A sentiment, no doubt, shared by employees at all these companies.

—Adrienne Fox

 

 Health Payment in Full

 

Like employers everywhere, Tom Smigielski, president of Pacific Service Credit Union (PSCU), wants to recruit and retain the most-productive workers. And apparently he’s succeeding: Turnover at PSCU is typically less than half the industry average of 30 percent. Among the inducements that keep employees on the job is the health plan—with premiums paid in full for employees and their dependents.

It’s a rare benefit. As employers increasingly shift rising health costs to employees, full payment of premiums is declining. In fact, it fell from 34.1 percent of workers in 1992 to 28.7 percent in 2003, according to the Center for Economic and Policy Research. Holdouts against that trend are 20 of the 50 companies honored on this year’s list of the Best Small & Medium Companies to Work for in America. The 20 companies pay the full health premium for covered employees—and six companies, including PSCU, pay the full premium for dependents as well.

Such generosity costs PSCU about $10,500 for individual coverage and $16,300 for a family per employee per year. But it pays off, Smigielski says, because it helps hold down recruiting costs and related employment expenses.
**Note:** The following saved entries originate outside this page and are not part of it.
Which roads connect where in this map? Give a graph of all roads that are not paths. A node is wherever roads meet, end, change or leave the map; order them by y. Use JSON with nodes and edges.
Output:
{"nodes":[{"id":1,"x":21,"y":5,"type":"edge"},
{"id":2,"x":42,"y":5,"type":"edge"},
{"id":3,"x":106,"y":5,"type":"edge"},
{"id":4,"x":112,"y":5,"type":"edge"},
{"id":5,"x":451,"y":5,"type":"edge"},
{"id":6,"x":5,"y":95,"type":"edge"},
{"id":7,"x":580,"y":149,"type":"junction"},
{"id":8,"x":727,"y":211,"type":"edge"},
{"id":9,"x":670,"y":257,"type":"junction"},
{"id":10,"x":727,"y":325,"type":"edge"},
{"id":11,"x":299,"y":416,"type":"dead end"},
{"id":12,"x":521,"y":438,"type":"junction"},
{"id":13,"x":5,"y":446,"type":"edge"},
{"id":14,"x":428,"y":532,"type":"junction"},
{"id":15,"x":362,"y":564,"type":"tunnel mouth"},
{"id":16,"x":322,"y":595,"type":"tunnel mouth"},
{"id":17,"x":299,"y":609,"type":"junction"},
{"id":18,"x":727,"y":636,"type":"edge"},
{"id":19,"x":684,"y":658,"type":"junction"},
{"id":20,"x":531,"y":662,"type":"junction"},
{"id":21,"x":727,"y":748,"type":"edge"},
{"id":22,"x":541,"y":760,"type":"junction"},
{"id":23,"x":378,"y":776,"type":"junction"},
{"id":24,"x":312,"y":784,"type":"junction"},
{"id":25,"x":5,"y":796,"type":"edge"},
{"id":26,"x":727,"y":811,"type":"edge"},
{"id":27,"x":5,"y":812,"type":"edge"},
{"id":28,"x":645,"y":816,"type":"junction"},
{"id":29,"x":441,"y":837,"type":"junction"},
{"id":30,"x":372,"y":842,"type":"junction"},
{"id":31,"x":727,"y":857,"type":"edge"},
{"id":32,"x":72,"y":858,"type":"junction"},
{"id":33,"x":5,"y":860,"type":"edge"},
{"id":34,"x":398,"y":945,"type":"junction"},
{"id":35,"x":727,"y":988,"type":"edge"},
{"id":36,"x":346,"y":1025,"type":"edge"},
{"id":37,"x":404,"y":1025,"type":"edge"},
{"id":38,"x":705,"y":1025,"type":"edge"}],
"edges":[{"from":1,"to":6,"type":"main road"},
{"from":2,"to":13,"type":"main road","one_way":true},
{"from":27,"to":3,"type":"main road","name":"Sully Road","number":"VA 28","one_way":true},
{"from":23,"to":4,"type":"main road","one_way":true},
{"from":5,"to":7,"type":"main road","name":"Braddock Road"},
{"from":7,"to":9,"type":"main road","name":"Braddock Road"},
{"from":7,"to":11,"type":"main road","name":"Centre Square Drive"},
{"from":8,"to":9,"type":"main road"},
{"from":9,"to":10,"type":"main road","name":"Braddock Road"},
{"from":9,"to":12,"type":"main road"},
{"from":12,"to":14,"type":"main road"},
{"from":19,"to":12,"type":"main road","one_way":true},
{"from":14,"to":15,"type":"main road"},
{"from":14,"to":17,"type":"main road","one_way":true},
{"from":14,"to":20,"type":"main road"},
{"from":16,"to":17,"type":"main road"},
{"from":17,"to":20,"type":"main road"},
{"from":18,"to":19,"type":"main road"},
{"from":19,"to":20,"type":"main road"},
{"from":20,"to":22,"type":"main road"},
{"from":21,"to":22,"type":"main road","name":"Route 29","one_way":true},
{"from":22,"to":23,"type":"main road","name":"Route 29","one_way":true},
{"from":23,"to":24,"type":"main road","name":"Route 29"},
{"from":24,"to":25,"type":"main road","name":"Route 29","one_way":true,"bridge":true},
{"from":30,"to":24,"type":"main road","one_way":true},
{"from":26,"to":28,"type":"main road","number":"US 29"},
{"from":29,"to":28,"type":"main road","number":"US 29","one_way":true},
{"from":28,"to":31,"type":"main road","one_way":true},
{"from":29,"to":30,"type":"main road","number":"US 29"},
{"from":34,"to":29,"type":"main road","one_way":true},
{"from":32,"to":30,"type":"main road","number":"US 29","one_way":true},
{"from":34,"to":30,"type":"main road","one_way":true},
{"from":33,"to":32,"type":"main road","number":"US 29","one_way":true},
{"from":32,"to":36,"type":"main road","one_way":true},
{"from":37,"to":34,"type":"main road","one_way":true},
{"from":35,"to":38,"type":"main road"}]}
Paying all premiums is “definitely” a recruiting advantage, says Josh Winans, PHR, who has been involved in health benefits at Graniterock, a Watsonville, Calif., engineering and construction products firm. Recruiting manager Traci Commons of Johnston McLamb, an information technology consulting firm in Chantilly, Va., says the benefit, worth up to $5,000 to each employee per year, can make the difference “when you’re on the cusp” with a job candidate.

Other companies that cite similar pluses include BMW Financial Services, with headquarters in Woodcliff Lake, N.J. (see “Driven to Excel: BMW Financial Services” on page 64), and VML Inc., a marketing and advertising firm in Kansas City, Mo. The benefit is something the company feels it should provide in return for everyone’s hard work, says Kristi Veitch, partner and HR director at VML.

For some companies, paying in full is a family matter. It began at Ultimate Software in Weston, Fla., 15 years ago when an employee in the new startup company had no access to health coverage, says Vivian Maza, senior vice president of people. CEO Scott Scherr, she says, decided to pay for coverage for everyone. Suggestions to cut company expenses by shifting premium costs to employees go nowhere, she adds, because leaders feel it’s “not worth affecting our culture” to do so. “We’ll cut other places.”

Linda Miller, senior vice president for marketing, says that because the company produces HR-oriented software and thus understands HR’s employee-centered focus, “we believe the more respect you show employees,” the more productive and customer-oriented they are.

For Ron Johnston, an owner of Johnston McLamb, it’s not just a recruiting advantage but also a personal issue. “One of the reasons I started the company in 1991,” he says, “was to get health insurance for my family, which included a profoundly handicapped daughter with cerebral palsy.” Although he “wanted to be an independent computer consultant,” he switched gears when he couldn’t get a family policy on his own, and he “formed the company to grow it quickly” so he could obtain a group policy.